For the Spring 2020 issue of the Georgia Review, Gutiérrez turned her blog post about the U.S.-Mexico border into the essay “Do Migrants Dream of Blue Barrels?” The piece drew on her experience replenishing water stations in the Sonoran Desert intended for migrants on their way to the United States. Gutiérrez says, “The only way I could write about the border was to stress my proximities and distances as the child of people who had the experience of crossing—whether by foot or overstaying a visa—directly.” With its sensory descriptions of the desert and its commentary about solidarity and the “deep and complex matrices” of immigrants and migrants, the essay seems at home in the Georgia Review; the print quarterly seeks to gather imaginative poetry, fiction, and nonfiction that reconsiders tidy notions and ideas. The recent Spring 2022 issue celebrated the review’s seventy-fifth anniversary and featured diasporic writing from and about the southeastern United States. Submissions open on August 15.
Los Angeles plays a big part in Brown Neon, so it is apt that Gutiérrez wrote one of its essays for the Los Angeles Review of Books, which publishes criticism and interviews daily on its website and through its print quarterly. In 2018 the review ran a version of Gutiérrez’s piece about the L.A.-based artist Shizu Saldamando, a “meditation on aging and what it means for aging punks who’re straight women to find intellectual peers…in queer spaces,” which Gutiérrez says editor in chief Boris Dralyuk really “helped make sing.” The review features a wide range of criticism on all aspects of art, culture, and politics. The editors are open to pitches via e-mail.

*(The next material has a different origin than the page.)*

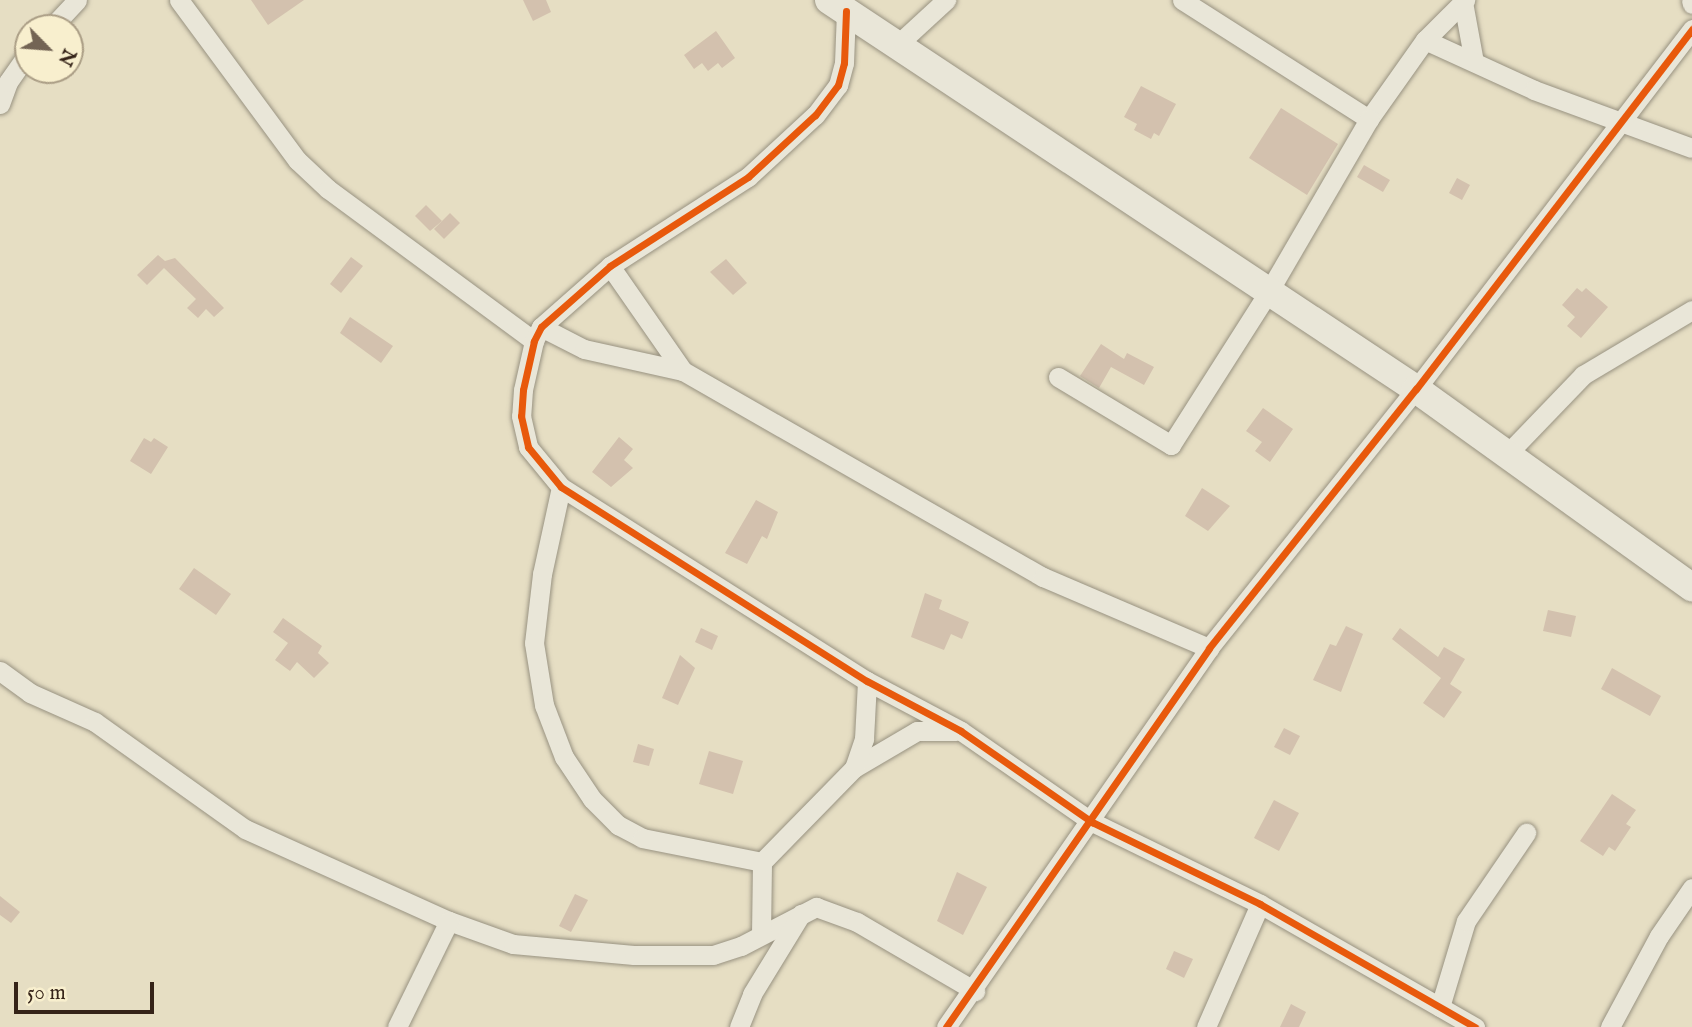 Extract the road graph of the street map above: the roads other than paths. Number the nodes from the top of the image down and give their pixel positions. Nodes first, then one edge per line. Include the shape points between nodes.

While much of Brown Neon first appeared online and was likely influenced by journal editors’ feedback, Gutiérrez credits a more underground, premodern Internet publication scene with shaping much of her writing—the nineties feminist DIY post-punk zine culture. Gutiérrez describes the zines of that time as “angry and critical and unfiltered sustained addresses to many young, queer, punk feminists of color from across the country starving for languages of rage and righteousness that spoke to the experience of outsider-ness and resistance to being commodified.” Gutiérrez singles out one compilation zine in particular, Evolution of a Race Riot, which is viewable on zine editor Mimi Thi Nguyen’s website.
Dana Isokawa is the managing editor of the Margins and a contributing editor of Poets & Writers Magazine.